Am Mittwoch den 27. September 2023 besuchte Apostel Loy die Gemeinde Steinenbronn. Hierzu war nicht nur der gesamte Schönbuch eingeladen, der Gottesdienst wurde auch live in die Kirche Stuttgart-Vaihingen übertragen.
Der Apostel überbrachte der großen Gemeinde den Trost aus Johannes 10, Vers 11 mit der Aussage Jesu, dass sein Volk „das Leben und volle Genüge" haben wird. Dies hat er nicht (nur) für unser natürliches Auskommen versprochen- vorrangig geht es um die Versorgung unserer Seelen bis zu seiner Wiederkunft, mit der das ewige Leben verbunden ist.
Nach dem Predigtteil und der Feier des Heiligen Abendmahls entlastete der Apostel unseren Gemeindevorsteher Martin Schindewolf von seiner Aufgabe als Gemeindeleiter in Steinenbronn.

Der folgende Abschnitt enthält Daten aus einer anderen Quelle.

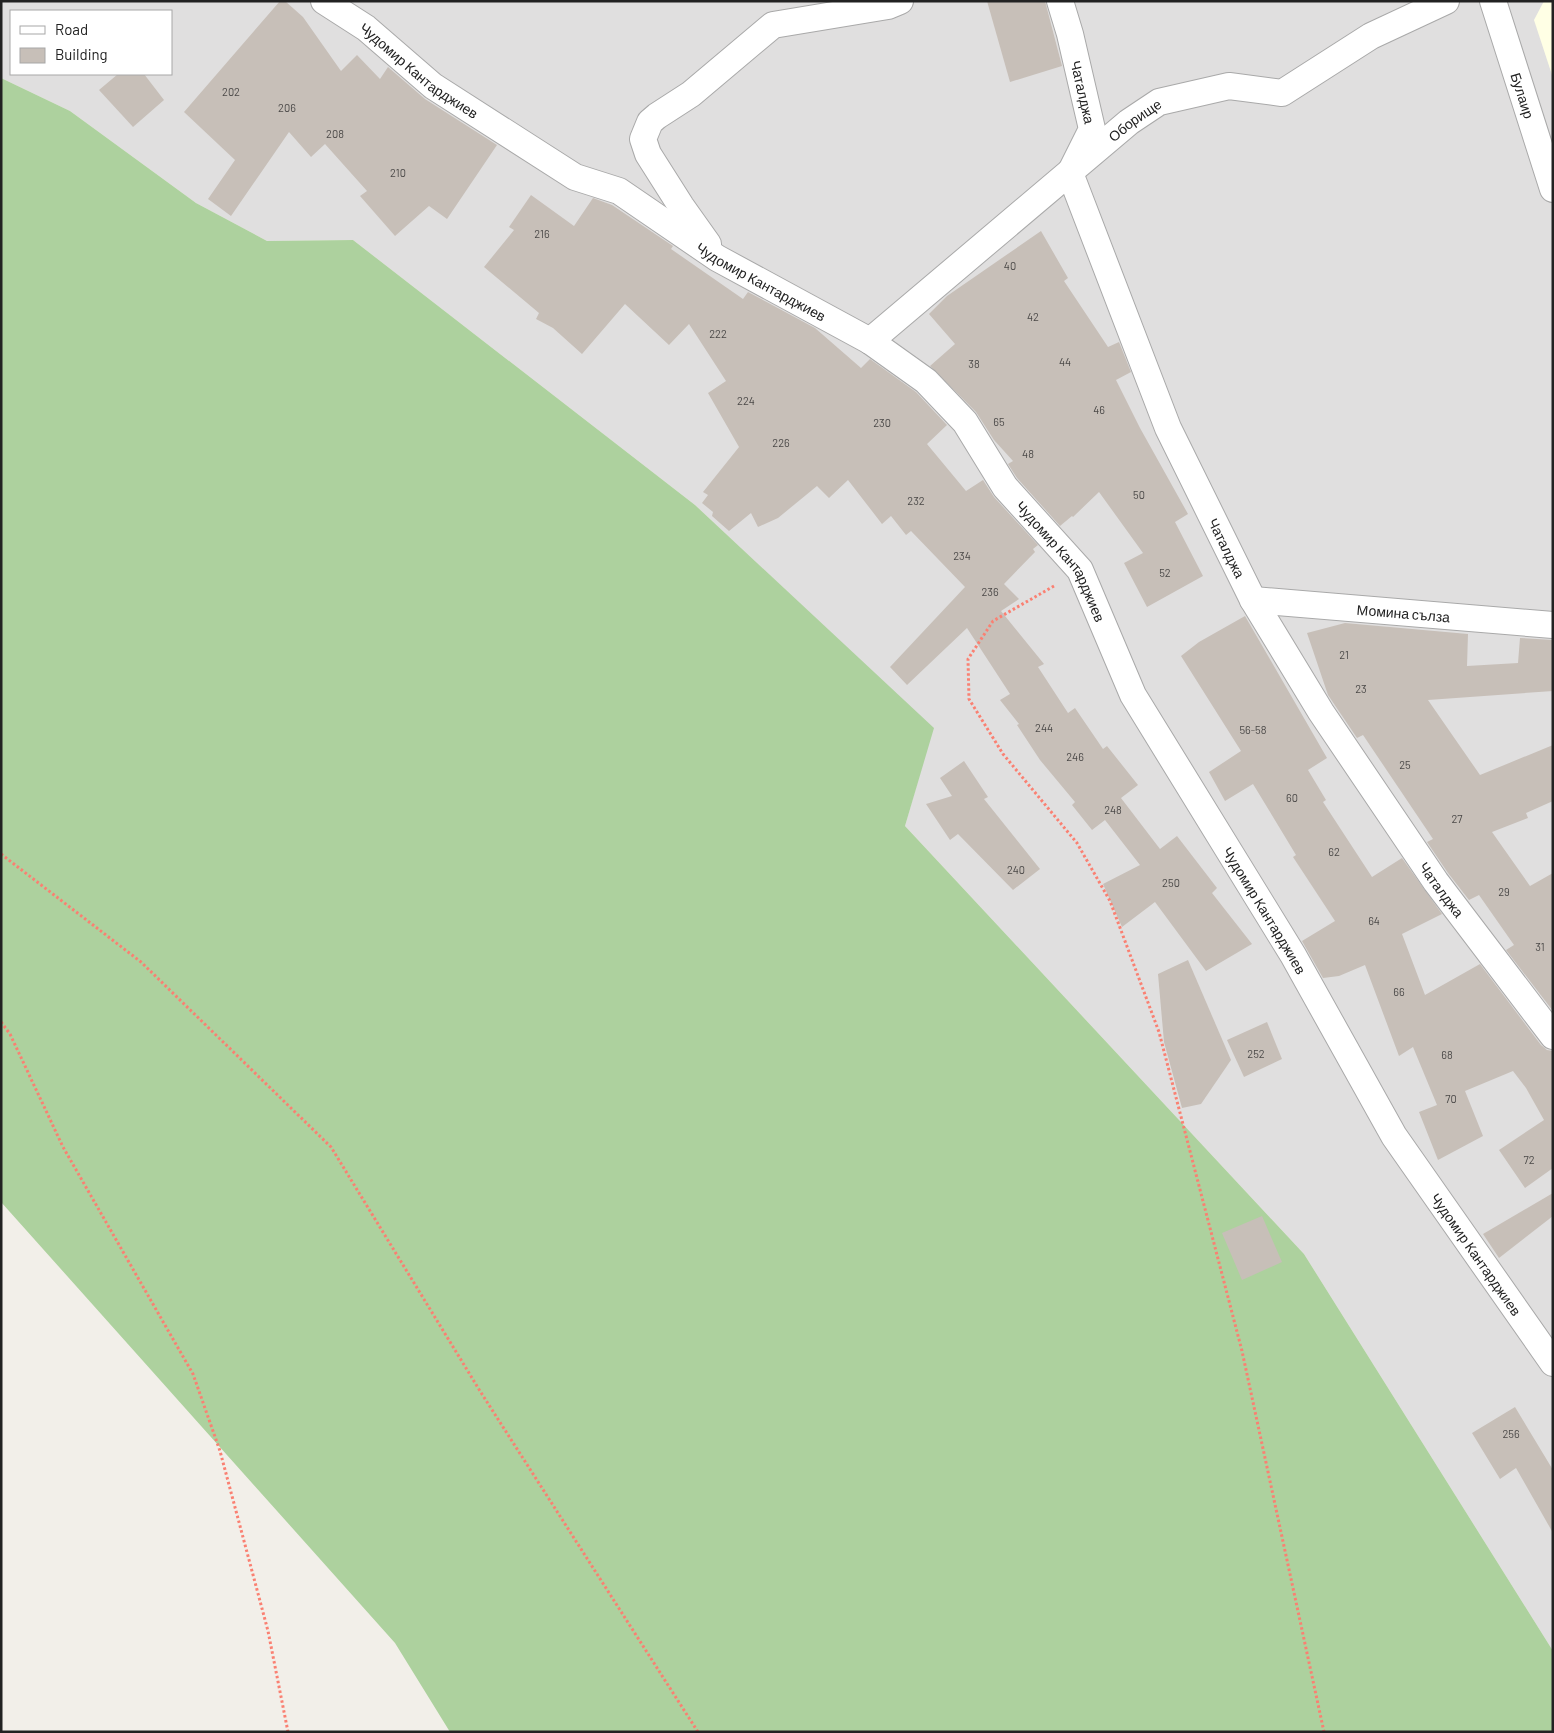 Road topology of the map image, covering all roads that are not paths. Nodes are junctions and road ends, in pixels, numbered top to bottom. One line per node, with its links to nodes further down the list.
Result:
1 (324, 1): 8 (street, Чудомир Кантарджиев)
2 (900, 1): 8 (street)
3 (1060, 1): 6 (street, Чаталджа)
4 (1446, 1): 6 (street, Оборище)
5 (1493, 1): 7 (street, Булаир)
6 (1070, 173): 9 (street, Оборище); 10 (street, Чаталджа)
7 (1553, 189)
8 (717, 258): 9 (street, Чудомир Кантарджиев)
9 (870, 341): 13 (street, Чудомир Кантарджиев)
10 (1253, 600): 11 (street, Момина сълза); 12 (street, Чаталджа)
11 (1553, 625)
12 (1553, 1036)
13 (1553, 1363) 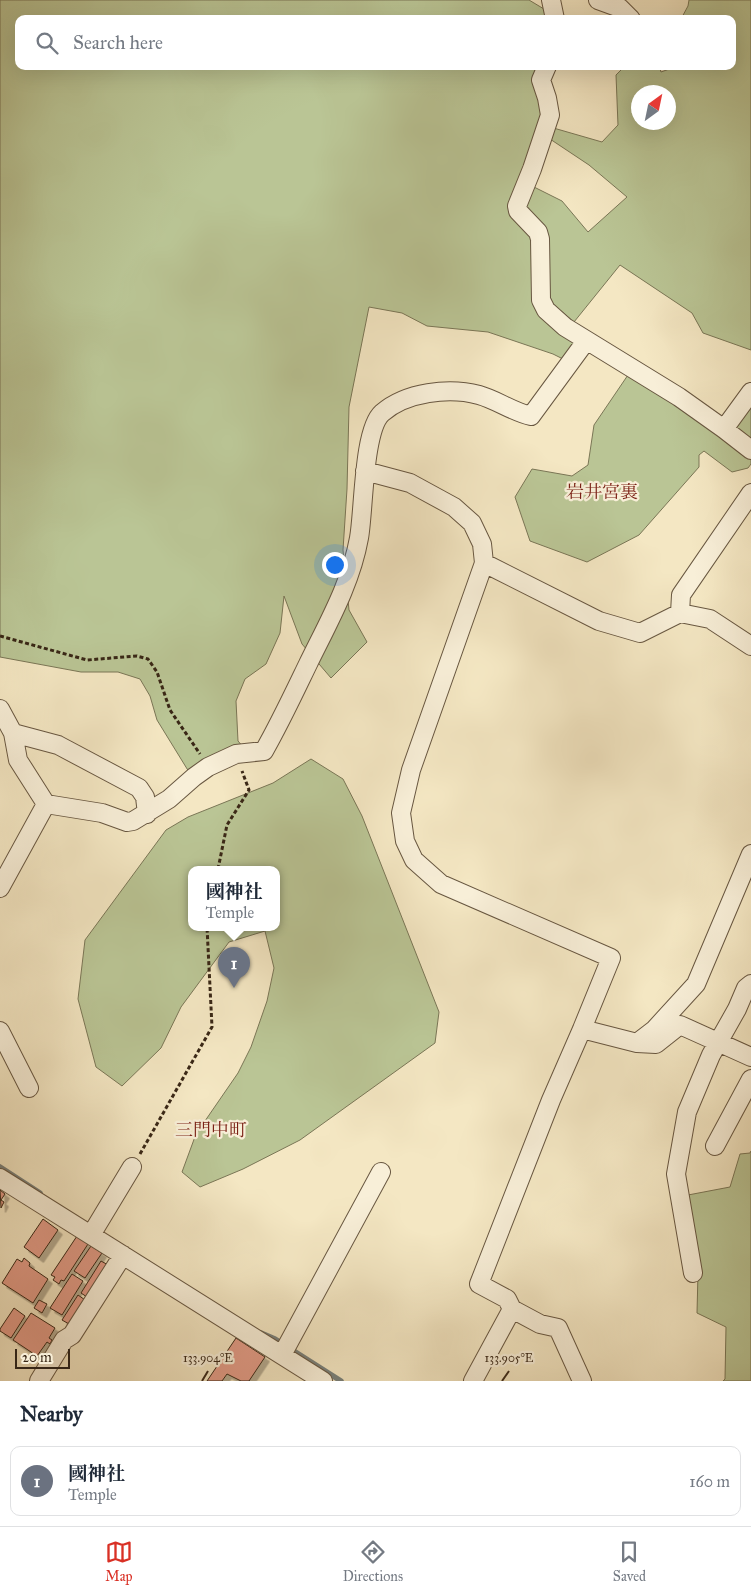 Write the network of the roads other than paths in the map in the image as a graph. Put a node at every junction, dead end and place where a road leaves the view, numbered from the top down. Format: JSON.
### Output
{"nodes":[{"id":1,"x":551,"y":0,"type":"edge"},
{"id":2,"x":598,"y":0,"type":"edge"},
{"id":3,"x":554,"y":15,"type":"edge"},
{"id":4,"x":627,"y":15,"type":"edge"},
{"id":5,"x":545,"y":70,"type":"edge"},
{"id":6,"x":586,"y":341,"type":"junction"},
{"id":7,"x":751,"y":392,"type":"edge"},
{"id":8,"x":724,"y":429,"type":"junction"},
{"id":9,"x":751,"y":450,"type":"edge"},
{"id":10,"x":365,"y":471,"type":"junction"},
{"id":11,"x":751,"y":493,"type":"edge"},
{"id":12,"x":484,"y":563,"type":"junction"},
{"id":13,"x":680,"y":613,"type":"junction"},
{"id":14,"x":751,"y":646,"type":"edge"},
{"id":15,"x":0,"y":709,"type":"edge"},
{"id":16,"x":12,"y":733,"type":"junction"},
{"id":17,"x":46,"y":804,"type":"junction"},
{"id":18,"x":147,"y":814,"type":"junction"},
{"id":19,"x":751,"y":854,"type":"edge"},
{"id":20,"x":0,"y":888,"type":"edge"},
{"id":21,"x":751,"y":984,"type":"edge"},
{"id":22,"x":582,"y":1029,"type":"junction"},
{"id":23,"x":0,"y":1031,"type":"edge"},
{"id":24,"x":718,"y":1042,"type":"junction"},
{"id":25,"x":637,"y":1043,"type":"junction"},
{"id":26,"x":751,"y":1057,"type":"edge"},
{"id":27,"x":751,"y":1078,"type":"edge"},
{"id":28,"x":29,"y":1088,"type":"dead end"},
{"id":29,"x":715,"y":1146,"type":"dead end"},
{"id":30,"x":132,"y":1167,"type":"road end"},
{"id":31,"x":381,"y":1172,"type":"dead end"},
{"id":32,"x":0,"y":1178,"type":"edge"},
{"id":33,"x":94,"y":1230,"type":"junction"},
{"id":34,"x":123,"y":1255,"type":"junction"},
{"id":35,"x":693,"y":1273,"type":"dead end"},
{"id":36,"x":512,"y":1309,"type":"junction"},
{"id":37,"x":285,"y":1349,"type":"junction"},
{"id":38,"x":39,"y":1381,"type":"edge"},
{"id":39,"x":324,"y":1381,"type":"edge"},
{"id":40,"x":473,"y":1381,"type":"edge"},
{"id":41,"x":582,"y":1381,"type":"edge"}],
"edges":[{"from":1,"to":3,"type":"street"},
{"from":2,"to":4,"type":"street"},
{"from":5,"to":6,"type":"street"},
{"from":6,"to":8,"type":"street"},
{"from":6,"to":10,"type":"street"},
{"from":7,"to":8,"type":"street"},
{"from":8,"to":9,"type":"street"},
{"from":10,"to":12,"type":"street"},
{"from":10,"to":18,"type":"street"},
{"from":11,"to":13,"type":"street"},
{"from":12,"to":13,"type":"street"},
{"from":12,"to":22,"type":"street"},
{"from":13,"to":14,"type":"street"},
{"from":15,"to":16,"type":"street"},
{"from":16,"to":17,"type":"street"},
{"from":16,"to":18,"type":"street"},
{"from":17,"to":18,"type":"street"},
{"from":17,"to":20,"type":"street"},
{"from":19,"to":25,"type":"street"},
{"from":21,"to":24,"type":"street"},
{"from":22,"to":25,"type":"street"},
{"from":22,"to":36,"type":"street"},
{"from":23,"to":28,"type":"street"},
{"from":24,"to":25,"type":"street"},
{"from":24,"to":26,"type":"street"},
{"from":24,"to":35,"type":"street"},
{"from":27,"to":29,"type":"street"},
{"from":30,"to":33,"type":"street"},
{"from":31,"to":37,"type":"street"},
{"from":32,"to":33,"type":"street"},
{"from":33,"to":34,"type":"street"},
{"from":34,"to":37,"type":"street"},
{"from":34,"to":38,"type":"street"},
{"from":36,"to":40,"type":"street"},
{"from":36,"to":41,"type":"street"},
{"from":37,"to":39,"type":"street"}]}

Damit hat die arbeitsreiche Doppelaufgabe als Vorsteher für die Gemeinden Steinenbronn und Stuttgart-Vaihingen ein Ende. Die Aufgabe als Vorsteher in Stuttgart-Vaihingen wird Priester Schindewolf weiterhin fortführen. Wir danken unserem "großen Martin" für seine über einjährige Begleitung in unserer Gemeinde, für sein Engagement und seine Zeit.
Wie geht es nun im Schönbuch weiter? Die Antwort folgte direkt im Anschluss: Unser Apostel beauftragte den Evangelisten Markus Schlayer, künftig zu seiner Tätigkeit als Gemeindevorsteher in Dettenhausen und Weil im Schönbuch nun auch noch die Gemeinde Steinenbronn zu betreuen. Was zunächst ebenfalls nach Doppel- oder gar Dreifachbelastung klingt, ist in Wirklichkeit die logische Folge des Blickes in die Zukunft. Der gesamte Schönbuch wird künftig im umgebauten Kirchenlokal in Steinenbronn eine große Gemeinde bilden. Die Pläne dazu sind bereits in Ausarbeitung, die Genehmigungsverfahren im Gange, und die gemeinsame Zukunft wird bereits aktiv durch gemeinsame Gottesdienste in Weil im Schönbuch, Dettenhausen oder Steinenbronn in stetem Wechsel gestaltet.
Zur weiteren Unterstützung des Amtsträger-Kreises setzte Apostel Loy Petra Klein als Diakonin ein. Zur Vorbereitung trugen Orgel und Cello das Lied „Es sollen wohl Berge weichen und Hügel sollen hinfallen“ aus Mendelssohns Oratiorium Elias vor. Dies wünschen wir unserer ersten Diakonin im Schönbuch von Herzen.
Unserer zukünftigen vereinigten Schönbuchgemeinde wünschen wir gutes Zusammenwachsen zu einer aktiven, harmonischen, gläubigen Wohlfühl-Gemeinde. Es möge das Zitat Jesu aus dem Evangelium des Namenvetters unseres Vorstehers Markus als Motto dienen: Alle Dinge sind möglich dem, der da glaubt.